Diantara sifat ketawadhuan /
rendah hatinya Abah Guru Sekumpul, yang diceritakan oleh Amang Dullah, salah
seorang anak murid Abah Guru.
Di malam Senin sekitar jam 11
malam, Amang Dullah yang rumahnya berdekatan atau sekomplek dengan Abah Guru
dalam komplek Ar Raudah Sekumpul menelpon Abah Guru, kata beliau, “ Lagi dimana
Bah…? ”
Kata Abah Guru, ” Aku dibelakang
Langgar ( Mushalla ). ”
Begitu didatangi Amang Dullah,
ternyata Abah Guru Sekumpul ada di sekitar WC umum Musholla Arraudhah sendirian
membersihkan WC yang banyak itu, tanpa ada orang yang membantu, Saat itu
terkejutlah Amang Dullah melihat Abah Guru membersihkan WC yang banyak itu
sendirian.
Kemudian Amang Dullah mendatangi
Abah Guru dan lekas-lekas memberikan sabun untuk Abah Guru untuk membersihkan
tangan Abah Guru, dengan rasa malu sekaligus takjub melihat ulama besar
membersihkan WC² itu sendirian saja.
Sesudah itu Amang Dullah tersebut
bertanya, “ Kenapa Pian Bah menggawi ini…? ”
Kata Abah Guru, “ Ini semua saya
lakukan hanya ingin membantu membersihkan bekas yang dipakai oleh anak dan cucu
yang hadir pengajian dan maulidan di sini ”
Sejak itulah maka dibentuk dan
ditugaskan panitia yang lain untuk membersihkan WC musholla secara teratur.
Inilah ketawadhuaan beliau
sebagai Ulama Besar yang patut kita tiru dan kita teladani beliau tidak
menghiraukan kedudukan atau derajat beliau, apapun yang beliau kerjakan beliau
lakukan dengan sendiri…
Kelembutan Tutur Kata Abah Guru
Sekitar Tahun 1990 an, Abah Guru
Sekumpul menerima tamu kurang lebih sebelas orang wanita nakal yang bekerja di
tempat hiburan malam.
Kesebelas wanita ini bermaksud
minta nasihat & petuah dari Abah Guru.
Dengan agak gemetar mereka satu
persatu menceritakan kenapa mereka sampai tercebur ke dunia hitam.
Di antaranya : terpaksa bekerja
karena membiayai anak-anaknya yang masih kecil, ada yang terpaksa bekerja
karena mengongkosi orangtua yang sudah tua renta, ada yang untuk menghidupi
keluarga, sekolah, dan lain-lain sebagainya.
Abah Guru Sekumpul diam sejenak
dan berkata, “ Kalian tahu…? Sebenarnya pekerjaan kalian semua ini mulia…”.
Spontan semua wanita ini terkejut
mendengar ucapan Abah Guru, dan tiba-tiba menangis semua.

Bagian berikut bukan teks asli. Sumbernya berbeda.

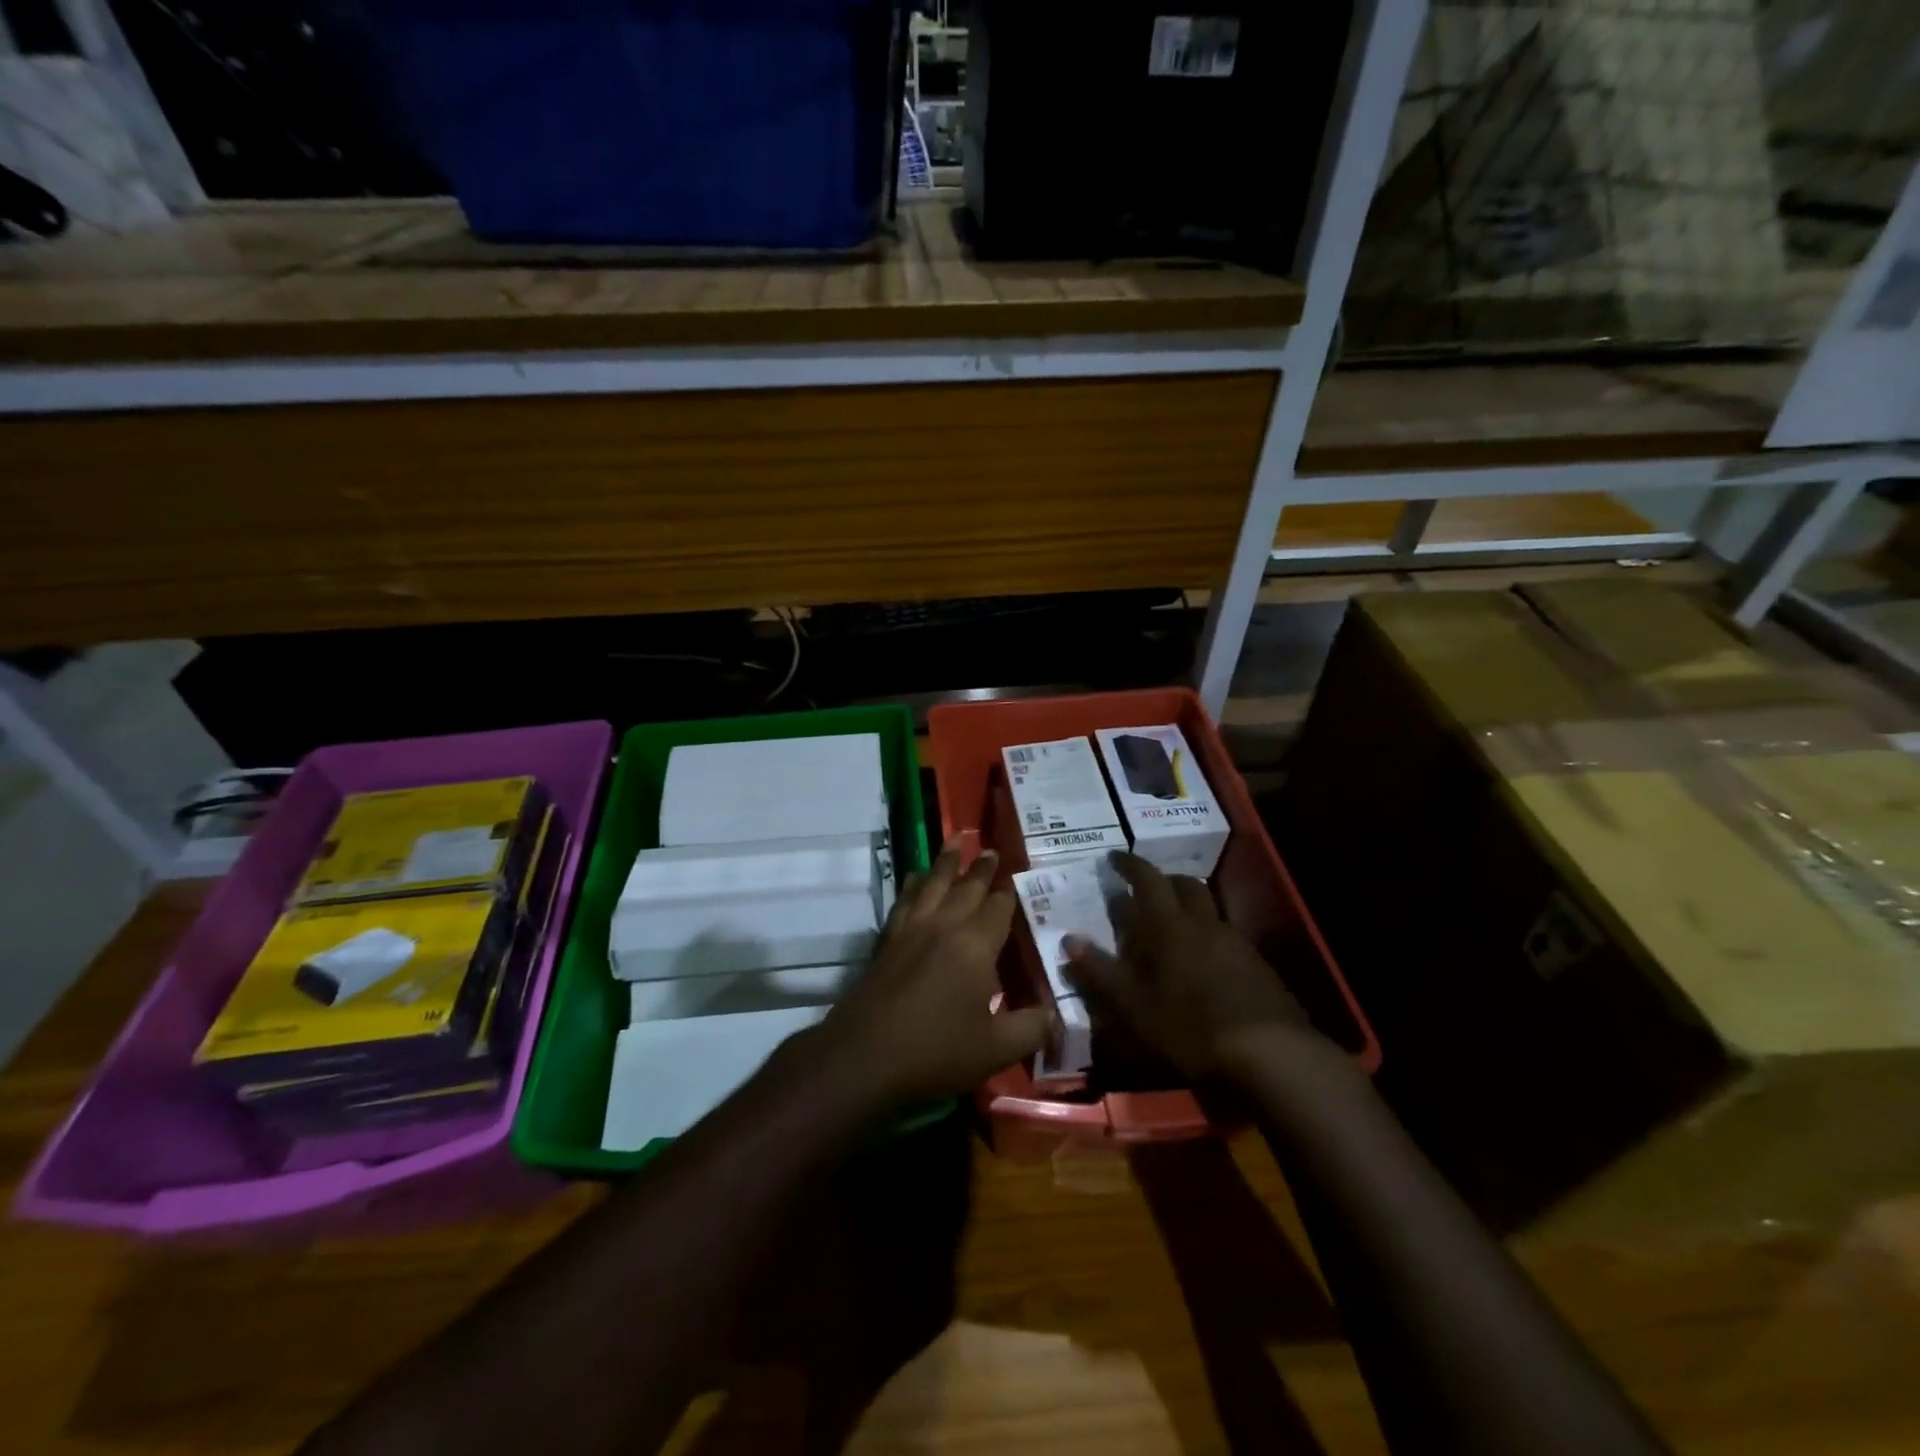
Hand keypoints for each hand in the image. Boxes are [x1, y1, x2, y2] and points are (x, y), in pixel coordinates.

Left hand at [817, 842, 1053, 1107]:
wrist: (863, 1057)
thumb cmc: (935, 1051)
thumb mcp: (994, 1050)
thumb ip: (1031, 1029)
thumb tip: (1057, 1016)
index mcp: (975, 945)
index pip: (998, 908)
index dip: (1009, 893)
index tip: (1017, 875)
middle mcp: (944, 926)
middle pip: (966, 888)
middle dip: (981, 868)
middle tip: (990, 849)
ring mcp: (911, 930)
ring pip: (932, 884)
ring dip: (945, 862)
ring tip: (955, 840)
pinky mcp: (886, 941)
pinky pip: (904, 900)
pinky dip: (913, 884)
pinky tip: (914, 878)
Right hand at [1064, 853, 1314, 1079]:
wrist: (1272, 1055)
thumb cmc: (1192, 1027)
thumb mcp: (1135, 1007)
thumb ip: (1101, 972)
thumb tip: (1069, 940)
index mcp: (1171, 927)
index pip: (1148, 880)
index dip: (1130, 865)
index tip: (1114, 856)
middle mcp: (1205, 924)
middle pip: (1185, 885)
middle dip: (1163, 880)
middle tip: (1144, 889)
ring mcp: (1236, 943)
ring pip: (1209, 909)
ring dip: (1188, 906)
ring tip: (1171, 926)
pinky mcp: (1258, 966)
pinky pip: (1226, 935)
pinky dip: (1208, 935)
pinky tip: (1203, 962)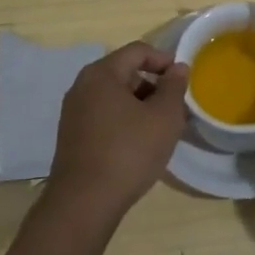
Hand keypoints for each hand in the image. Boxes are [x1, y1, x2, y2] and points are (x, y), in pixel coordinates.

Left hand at [47, 43, 188, 220]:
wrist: (84, 203)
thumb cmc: (128, 152)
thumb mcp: (163, 118)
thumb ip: (174, 87)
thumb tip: (177, 68)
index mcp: (101, 74)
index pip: (137, 51)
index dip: (164, 60)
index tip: (183, 79)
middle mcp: (82, 86)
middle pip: (124, 72)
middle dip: (153, 86)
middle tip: (175, 107)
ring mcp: (73, 112)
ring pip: (114, 97)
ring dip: (139, 105)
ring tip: (160, 129)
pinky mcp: (71, 136)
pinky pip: (103, 116)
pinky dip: (124, 121)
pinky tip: (138, 145)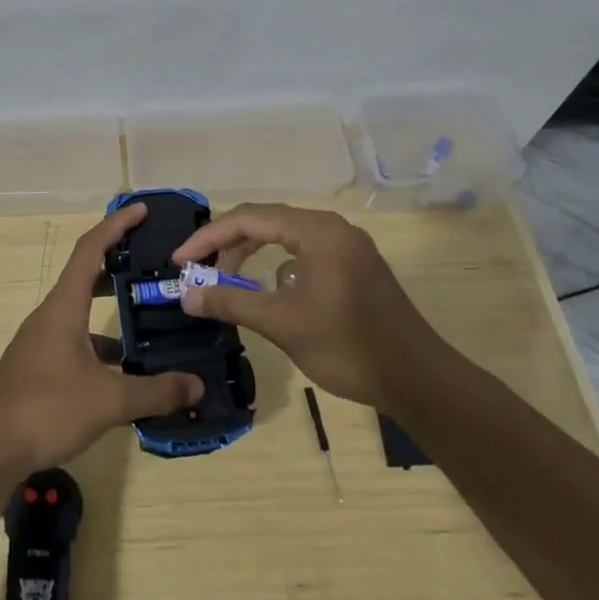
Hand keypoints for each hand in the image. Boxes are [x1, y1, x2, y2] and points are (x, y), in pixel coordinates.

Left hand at [0, 203, 202, 470]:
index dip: (116, 226)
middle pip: (86, 276)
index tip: (142, 210)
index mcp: (63, 307)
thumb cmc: (47, 408)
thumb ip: (156, 391)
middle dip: (118, 263)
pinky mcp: (40, 367)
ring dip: (112, 309)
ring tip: (150, 316)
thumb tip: (197, 384)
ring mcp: (42, 342)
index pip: (90, 249)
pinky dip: (102, 345)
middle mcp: (51, 316)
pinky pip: (77, 341)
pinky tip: (126, 370)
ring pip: (82, 312)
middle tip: (153, 261)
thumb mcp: (109, 400)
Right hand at [174, 203, 432, 408]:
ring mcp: (346, 247)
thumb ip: (231, 301)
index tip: (179, 261)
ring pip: (284, 237)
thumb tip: (187, 295)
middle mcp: (332, 228)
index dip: (208, 237)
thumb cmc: (348, 347)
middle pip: (265, 222)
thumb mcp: (282, 323)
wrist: (418, 380)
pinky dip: (275, 266)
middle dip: (226, 244)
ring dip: (249, 254)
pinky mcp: (353, 268)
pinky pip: (302, 253)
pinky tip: (265, 292)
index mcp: (318, 231)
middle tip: (197, 270)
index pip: (249, 218)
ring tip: (223, 280)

Suasana meharukan
dengan isak tangisan ini.
Mereka tidak menyangka akan
kata-kata yang keluar dari lisan Abah Guru sedemikian santun lembut sangat
menyentuh ke-hati mereka.
Lalu Abah Guru Berkata Lagi : “ Hanya
saja kedudukannya sajalah yang salah….”.
Abah Guru lalu masuk kamar dan
keluar lagi sambil membawa sesuatu, sambil menyaksikan isak tangis para wanita
itu.
Setelah tangisan mereka mereda.
Abah Guru kemudian membagi-bagikan amplop satu persatu kepada kesebelas wanita
ini.
Mereka yang menangis,
mengambilnya sambil gemetar.
Kata Abah Guru : “ Ini ampun pian
( amplop ) dari saya, lumayan di jadikan modal untuk bangun usaha. Sekarang,
pulanglah ke tempat asal kalian masing-masing, dan taubat yang sebenar-benarnya
pada Allah, jangan kalian ulangi lagi….”
Demikianlah akhlaknya Abah Guru
Sekumpul yang penuh kasih sayang terhadap sesama hamba Allah.
Menyembunyikan Rasa Sakit
Pada waktu tangan dan kaki beliau
bengkak, ada rombongan habib sekitar 20 orang lebih yang datang.
Beliau lalu menjamu para tamu
tersebut dan beliau sama sekali tidak menampakkan sakit beliau. Beliau tampak
sehat, seolah-olah beliau tidak merasakan sakit sedikitpun di tangan dan kaki
beliau.
Namun setelah tamu pergi berlalu,
beliau baru kesakitan, dan menundukkan wajah beliau serta memegangi tangan
beliau dengan menyebut nama; Allaaah, Allaaah, Allaaaah.
Kedermawanan Abah Guru
Suatu hari, Habib Maksum dari
Pasuruan bertamu ke rumah Abah Guru Sekumpul.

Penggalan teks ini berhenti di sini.